Production of SIV-like particles from BSC-1 cells 24 h after infection with the MVA-gag-pol-envrecombinant virus. Electron micrograph of infected cells with immature and mature SIV-like particles (panel A; magnification, ×54,000) and detailed pictures of mature VLPs (panel B; magnification, ×85,000) and stages of VLPs budding from the cell surface and maturing (panel C; magnification, ×68,000).

Anti-SIVsmH-4 gp130 ELISA antibody titers in sera of immunized and control macaques. Six macaques per group were inoculated four times (open diamonds) with recombinant or nonrecombinant MVA and challenged 4 weeks later with SIVsmE660 (filled diamonds). Serial dilutions of plasma were incubated with recombinant SIVsmH-4 gp130 bound to microtiter plates treated by lectin from G. nivalis. End-point titers were defined as the reciprocal of the highest sera dilution that gave an optical absorbance at least two standard deviations greater in value than average values obtained with negative control sera.

Plasma viral load in immunized and control macaques after challenge with uncloned SIVsmE660. Sequential levels of plasma viral RNA over the first 45 weeks after SIV challenge are shown for animals immunized prior to challenge with MVA-gag-pol, MVA-env, MVA-gag-pol-env, or MVA. Plasma viral load was determined by real-time RT-PCR as described in Materials and Methods. Results are expressed as number of copies of SIV genomic RNA equivalent per milliliter of plasma. Plasma samples having values under assay threshold sensitivity were given a value of 800 copy eq/ml. Animals sacrificed because of clinical manifestations of AIDS () and the animal that died of causes unrelated to AIDS (✞) are labeled.

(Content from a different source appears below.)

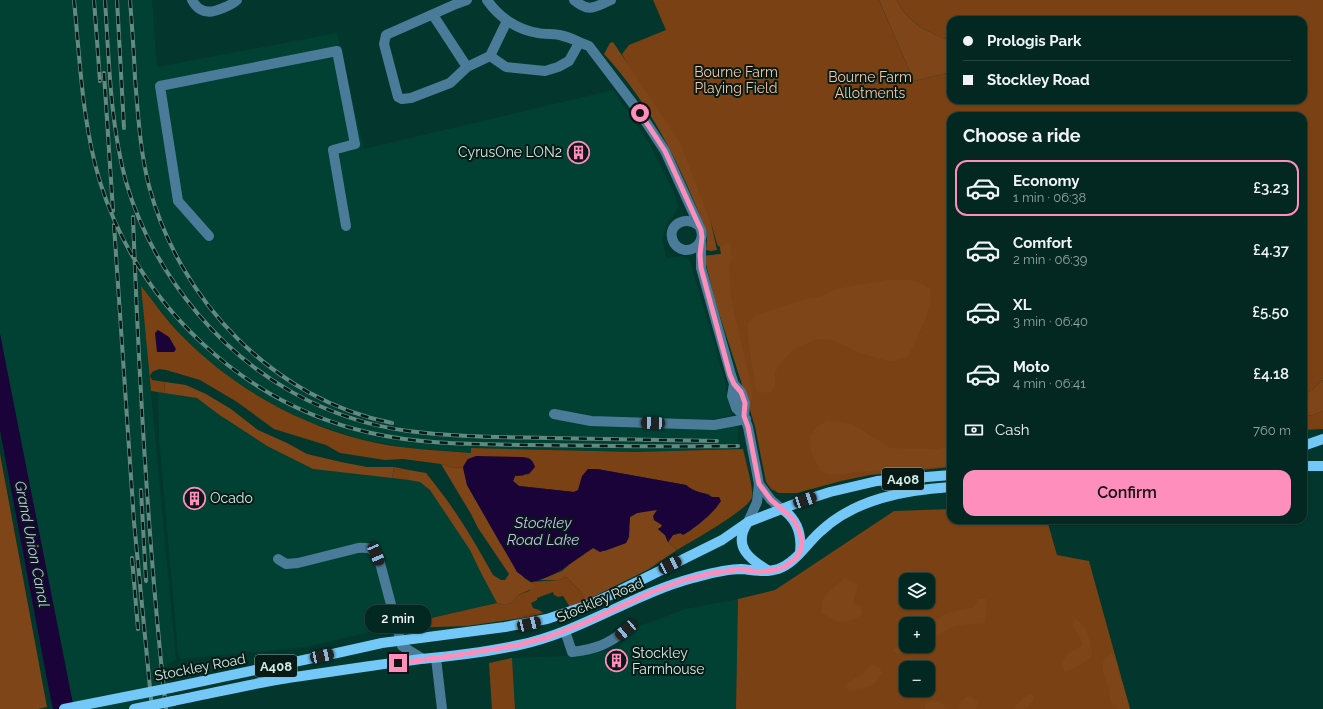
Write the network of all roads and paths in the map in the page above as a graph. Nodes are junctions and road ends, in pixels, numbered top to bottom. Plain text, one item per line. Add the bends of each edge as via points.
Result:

Geometric means of plasma viral load values for groups of immunized and control macaques after challenge with uncloned SIVsmE660. Significant reductions in geometric mean plasma viral load were observed in macaques immunized prior to SIV challenge with recombinant MVA expressing SIVsmH-4 proteins Gag-Pol, Env, or Gag-Pol-Env as compared to those immunized with nonrecombinant MVA (repeated measures ANOVA, P = 0.0011). The error bars represent the standard errors of the means of duplicated measurements for six macaques in each group.

Peripheral blood CD4⁺ T-lymphocyte levels in immunized and control macaques infected with uncloned SIVsmE660. Sequential levels of peripheral CD4⁺ T cells over the first 45 weeks after SIV challenge are shown for animals immunized prior to challenge with MVA-gag-pol, MVA-env, MVA-gag-pol-env, or MVA. Animals sacrificed because of clinical manifestations of AIDS () and the animal that died of causes unrelated to AIDS (✞) are labeled. CD4⁺ T-lymphocyte levels were evaluated by fluorescence-activated cell sorting on whole heparinized blood samples using methods previously described (33).